Re: Unlisted Phone Number
Sun, 25 Mar 2007 09:47:37 EDT

In a message dated 23 Mar 2007 19:45:02 -0700, writes:

> It's also notable that much of the country, at least 11 states, were
> not as yet equipped to receive DDD calls. We forget that the
> implementation of DDD required both new equipment at the sending end
> as well as new equipment and often numbering changes at the receiving
> end. It's one thing to assign everyone a unique ten digit number
> nationwide, but quite another to convert local switchgear to
> accomodate it. It's also impressive in that the "logic" to handle
> billing records, signalling, and routing, was all done by relays.

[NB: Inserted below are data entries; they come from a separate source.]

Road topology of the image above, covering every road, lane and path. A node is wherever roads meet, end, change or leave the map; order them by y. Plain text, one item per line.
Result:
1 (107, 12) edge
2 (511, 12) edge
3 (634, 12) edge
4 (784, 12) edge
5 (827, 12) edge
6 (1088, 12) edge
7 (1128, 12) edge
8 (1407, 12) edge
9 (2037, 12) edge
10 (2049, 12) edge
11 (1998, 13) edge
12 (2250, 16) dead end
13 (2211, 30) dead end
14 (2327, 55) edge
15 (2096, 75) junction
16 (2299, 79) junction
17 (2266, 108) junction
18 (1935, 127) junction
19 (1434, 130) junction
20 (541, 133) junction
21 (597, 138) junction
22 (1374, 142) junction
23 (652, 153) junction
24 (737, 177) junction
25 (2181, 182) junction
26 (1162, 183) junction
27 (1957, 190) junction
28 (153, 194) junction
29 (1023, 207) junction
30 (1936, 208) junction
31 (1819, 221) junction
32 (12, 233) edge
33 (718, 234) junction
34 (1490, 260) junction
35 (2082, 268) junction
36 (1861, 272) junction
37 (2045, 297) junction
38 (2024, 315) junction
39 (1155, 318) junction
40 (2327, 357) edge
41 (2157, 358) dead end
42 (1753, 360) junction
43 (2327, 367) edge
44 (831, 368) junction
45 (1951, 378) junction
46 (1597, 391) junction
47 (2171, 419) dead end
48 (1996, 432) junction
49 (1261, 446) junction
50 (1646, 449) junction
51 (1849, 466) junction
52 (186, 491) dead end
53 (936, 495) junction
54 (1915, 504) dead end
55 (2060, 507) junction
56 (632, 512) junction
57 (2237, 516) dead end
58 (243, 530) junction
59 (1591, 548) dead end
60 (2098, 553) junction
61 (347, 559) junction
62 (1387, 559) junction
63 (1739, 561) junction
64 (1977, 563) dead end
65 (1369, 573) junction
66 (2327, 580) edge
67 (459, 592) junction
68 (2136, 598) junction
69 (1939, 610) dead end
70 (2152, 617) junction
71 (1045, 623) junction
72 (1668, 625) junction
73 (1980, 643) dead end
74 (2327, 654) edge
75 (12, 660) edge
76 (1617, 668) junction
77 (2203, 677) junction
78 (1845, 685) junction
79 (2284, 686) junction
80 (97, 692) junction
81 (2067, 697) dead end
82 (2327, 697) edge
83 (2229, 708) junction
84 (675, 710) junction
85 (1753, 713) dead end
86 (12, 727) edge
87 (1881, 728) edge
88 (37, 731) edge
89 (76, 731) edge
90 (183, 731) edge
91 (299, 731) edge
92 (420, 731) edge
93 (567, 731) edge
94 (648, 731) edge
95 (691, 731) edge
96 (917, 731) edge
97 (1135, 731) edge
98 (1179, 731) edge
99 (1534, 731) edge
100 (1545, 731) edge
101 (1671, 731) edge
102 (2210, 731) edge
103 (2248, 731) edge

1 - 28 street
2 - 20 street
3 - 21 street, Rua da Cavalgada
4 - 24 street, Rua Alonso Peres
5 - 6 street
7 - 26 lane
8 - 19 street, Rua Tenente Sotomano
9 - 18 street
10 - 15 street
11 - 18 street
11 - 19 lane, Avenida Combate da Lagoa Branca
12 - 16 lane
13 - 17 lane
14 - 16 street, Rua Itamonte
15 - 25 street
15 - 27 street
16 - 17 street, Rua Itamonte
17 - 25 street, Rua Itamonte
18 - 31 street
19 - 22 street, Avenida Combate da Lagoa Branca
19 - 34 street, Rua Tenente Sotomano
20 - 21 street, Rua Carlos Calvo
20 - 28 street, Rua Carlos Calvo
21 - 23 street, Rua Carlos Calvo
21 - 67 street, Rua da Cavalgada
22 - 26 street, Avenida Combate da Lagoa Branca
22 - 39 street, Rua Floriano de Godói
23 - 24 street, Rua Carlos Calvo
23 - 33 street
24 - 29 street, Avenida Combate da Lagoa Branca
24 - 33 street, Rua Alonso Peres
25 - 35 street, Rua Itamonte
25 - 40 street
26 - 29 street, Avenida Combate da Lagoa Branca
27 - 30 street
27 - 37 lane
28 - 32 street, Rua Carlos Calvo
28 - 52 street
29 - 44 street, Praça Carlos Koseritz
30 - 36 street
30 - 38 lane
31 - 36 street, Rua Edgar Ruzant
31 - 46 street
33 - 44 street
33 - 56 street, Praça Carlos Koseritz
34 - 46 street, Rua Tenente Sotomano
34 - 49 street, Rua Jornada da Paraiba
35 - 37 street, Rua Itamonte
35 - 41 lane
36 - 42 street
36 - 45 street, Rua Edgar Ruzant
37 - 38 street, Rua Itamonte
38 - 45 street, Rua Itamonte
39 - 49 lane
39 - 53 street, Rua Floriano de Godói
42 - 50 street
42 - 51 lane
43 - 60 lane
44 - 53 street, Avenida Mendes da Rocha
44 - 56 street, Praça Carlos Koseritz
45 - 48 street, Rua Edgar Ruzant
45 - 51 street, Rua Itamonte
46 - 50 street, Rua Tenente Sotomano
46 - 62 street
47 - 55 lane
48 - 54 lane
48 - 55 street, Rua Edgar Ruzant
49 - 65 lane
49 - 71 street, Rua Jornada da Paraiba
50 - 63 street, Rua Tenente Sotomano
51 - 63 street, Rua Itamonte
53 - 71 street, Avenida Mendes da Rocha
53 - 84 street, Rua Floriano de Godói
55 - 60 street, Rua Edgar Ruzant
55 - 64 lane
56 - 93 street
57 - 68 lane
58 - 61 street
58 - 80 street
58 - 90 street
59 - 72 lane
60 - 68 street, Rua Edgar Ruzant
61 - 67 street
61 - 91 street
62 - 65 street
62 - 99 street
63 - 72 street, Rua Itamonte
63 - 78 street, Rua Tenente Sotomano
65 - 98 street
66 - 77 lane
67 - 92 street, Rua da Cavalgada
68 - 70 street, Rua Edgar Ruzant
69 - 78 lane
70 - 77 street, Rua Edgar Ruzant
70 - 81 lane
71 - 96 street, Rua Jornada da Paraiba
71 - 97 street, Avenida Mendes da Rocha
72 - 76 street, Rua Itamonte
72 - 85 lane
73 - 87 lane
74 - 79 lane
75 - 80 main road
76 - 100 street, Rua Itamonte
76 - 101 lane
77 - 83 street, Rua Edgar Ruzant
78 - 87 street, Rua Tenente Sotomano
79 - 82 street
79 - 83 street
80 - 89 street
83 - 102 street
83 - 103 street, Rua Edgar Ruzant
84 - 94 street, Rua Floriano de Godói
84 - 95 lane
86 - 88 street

Another requirement for incoming DDD was that trunk groups be
reinforced to provide at least P=.01 (not more than one call out of
100 would fail because of all-trunks-busy) on the final route. This
required a considerable increase in trunking capabilities in many

(An interesting artifact of this requirement, probably duplicated in
many places, was incoming calls to Blackwell, Oklahoma. You could
readily tell if your call had taken the high-usage direct trunks from
the Oklahoma City 4A or the final route via Ponca City by the set-up
time for your call. Calls over the direct trunks were XB to XB and
set up virtually instantaneously. Calls on the final route had a
noticeable delay, since Ponca City was a step office and had to send
the number to the Blackwell office by dial pulses.)

Wes Leatherock

[TELECOM Digest Editor's Note: Does anyone (mainly big-city telephone
users) remember how in the early years following the Second World War
how certain types of old, antiquated phone switches could not
immediatly produce a 'busy signal' if the line was busy? People would
call my office phone WEbster-9-4600 and the line would seemingly
'ring' once or twice in their ear, then instantly change to a busy
signal. Not always, not late at night, but only during the day at
busy hours, so apparently not only was my office phone busy, but so
were the devices which would return 'busy signals'. PAT]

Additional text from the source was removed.